Submerged in the wild: photographing elusive platypuses
Richard Freeman said that being asked to photograph the platypus reintroduction program for the University of New South Wales was an “amazing assignment”.
“I felt privileged to be able to document the incredible and valuable work that researchers Dr Gilad Bino and Dr Tahneal Hawke have been undertaking,” Richard said. “Another bonus is the fact that so few people actually get to experience these unique animals up close.”
Before the shoot, Richard did some research and realised there were very few photographs of platypuses in the wild. This is for a number of reasons – platypuses are timid, nocturnal, move rapidly and are extremely well camouflaged. “Trying to complicate things further, and a bit ambitiously, I thought it would be a good idea to try to get a single image below and above the water of a platypus being caught,” Richard said. “I underestimated many parts of this equation, not least of which was the fleeting moment I would have to take the shot, supposing we caught – or even saw – any. I was unable to get the split shot; if I’d entered the water I would have scared away any other platypuses before capturing was complete. However, I did manage to get an image in the pouring rain as Gilad and Tahneal released one on the last night I was with them.”
On the very first survey and capture evening, Richard found himself surrounded by bright-yellow poplar trees under a magnificent, clear starry night, not quite sure if he would even get to see one of the elusive monotremes, let alone photograph one.
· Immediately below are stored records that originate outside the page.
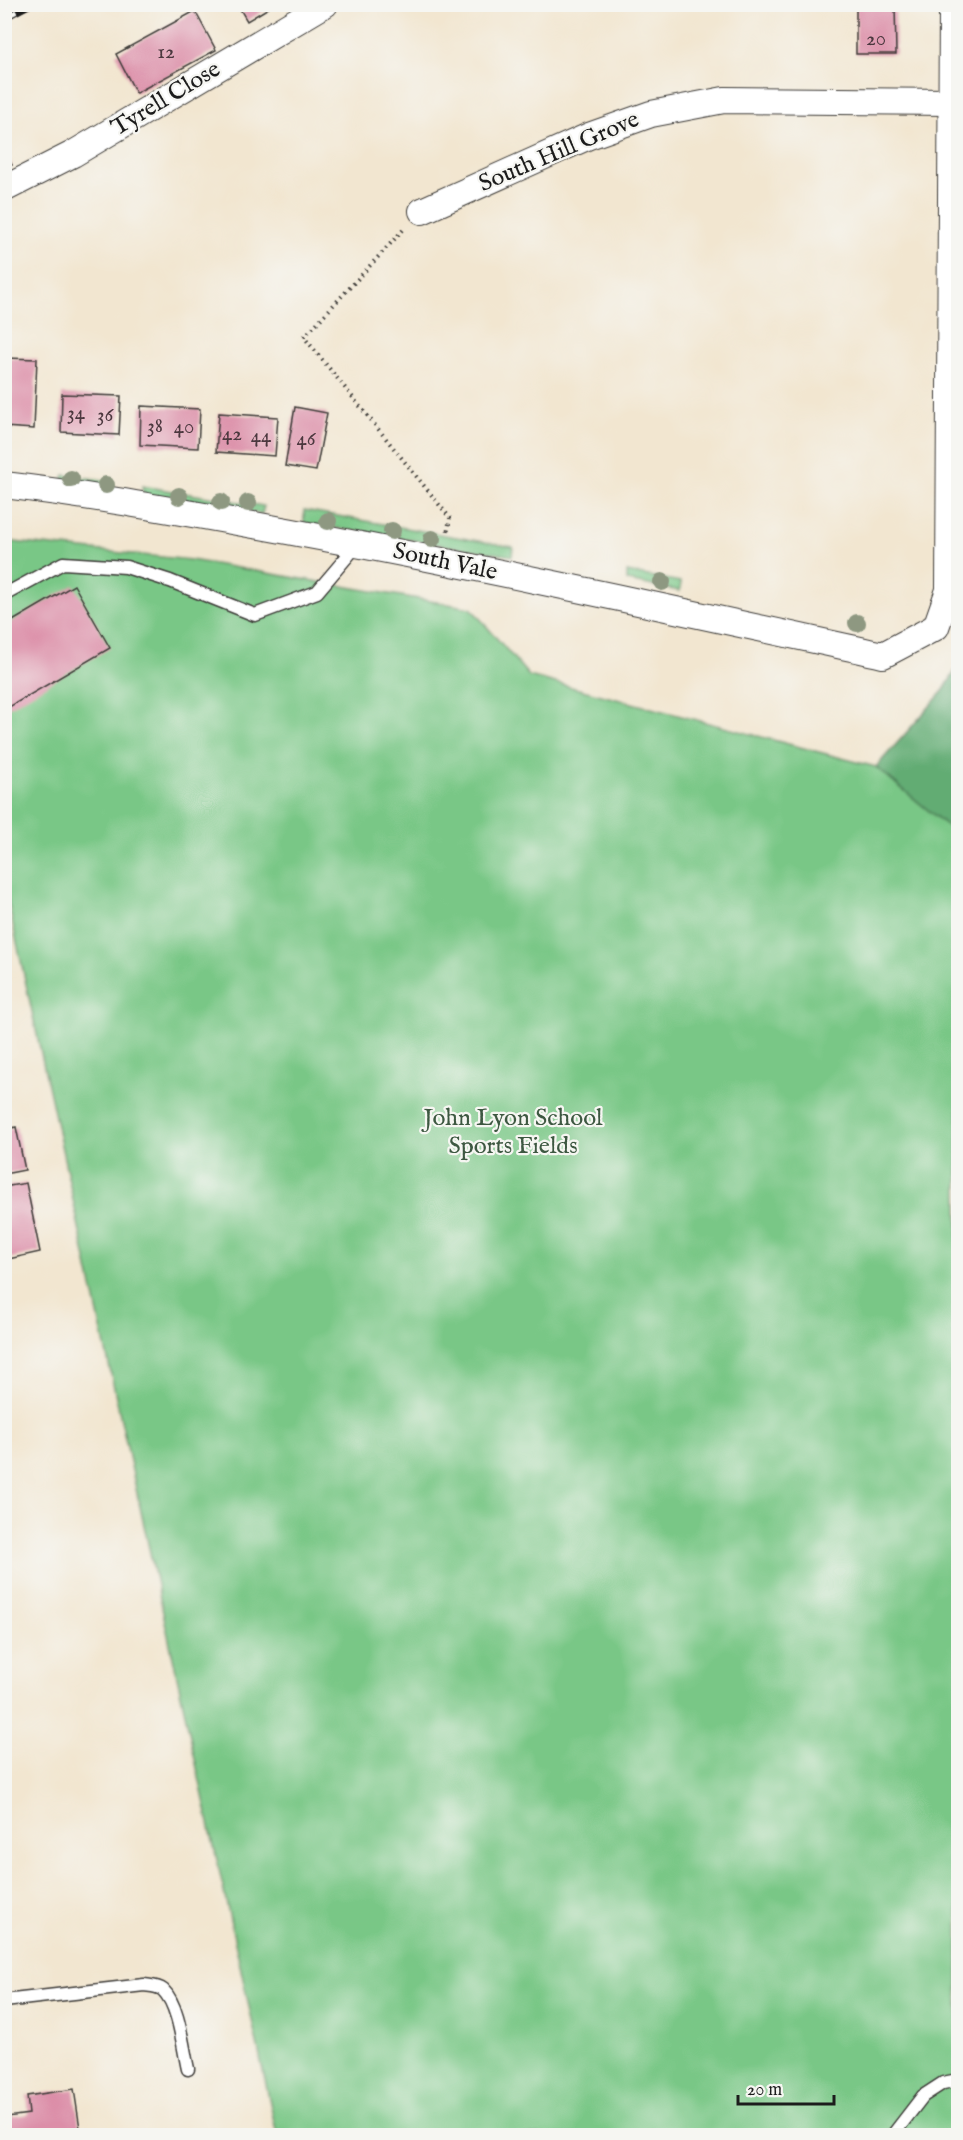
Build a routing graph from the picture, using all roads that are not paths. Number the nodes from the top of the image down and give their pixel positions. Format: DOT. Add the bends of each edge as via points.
graph roads {
  1 [pos="325,4"];
  2 [pos="952,4"];
  3 [pos="951,102"];
  4 [pos="4,189"];
  5 [pos="422,211"];
  6 [pos="4,485"];
  7 [pos="358,544"];
  8 [pos="954,590"];
  9 [pos="4,595"];
  10 [pos="4,2001"];
  11 [pos="188,2069"];
  12 [pos="958,2080"];
  13 [pos="892,2136"];
  1 -- 4 [label="street, Tyrell Close" via="73,153"];
  2 -- 3 [label="street"];
  3 -- 5 [label="street, South Hill Grove" via="724,100 651,114 589,136"];
  3 -- 8 [label="street"];
  6 -- 7 [label="street, South Vale"];
  7 -- 8 [label="street, South Vale" via="883,655 936,627"];
  7 -- 9 [label="lane" via="317,592 255,615 126,567 63,563"];
  10 -- 11 [label="lane" via="156,1986 174,2007"];
  12 -- 13 [label="lane" via="943,2083 923,2096"];
}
He was asked casually if he’d mind holding a pillowcase, the contents of which turned out to be a very animated platypus, fresh from the river. “I can only describe the experience as being like holding a small cat or puppy, in terms of weight and size,” he said.
Richard described the Snowy Mountains region in autumn as “simply stunning”. “Being immersed in the river systems, surrounded by world-class scenery, was breathtaking. Wherever I pointed the camera, there were photographs begging to be taken,” he said. The arduous nature of the platypus survey-and-capture evenings is not to be underestimated, Richard noted. He was only with the team for four nights but found fatigue made it difficult to concentrate after the second.
“The fortitude and mental resilience of Gilad and Tahneal is astonishing,” he said. “They will often work for 10 nights straight in the field, rain, hail, snow or shine. I think Tahneal said 17 nights was her record. Mind boggling!”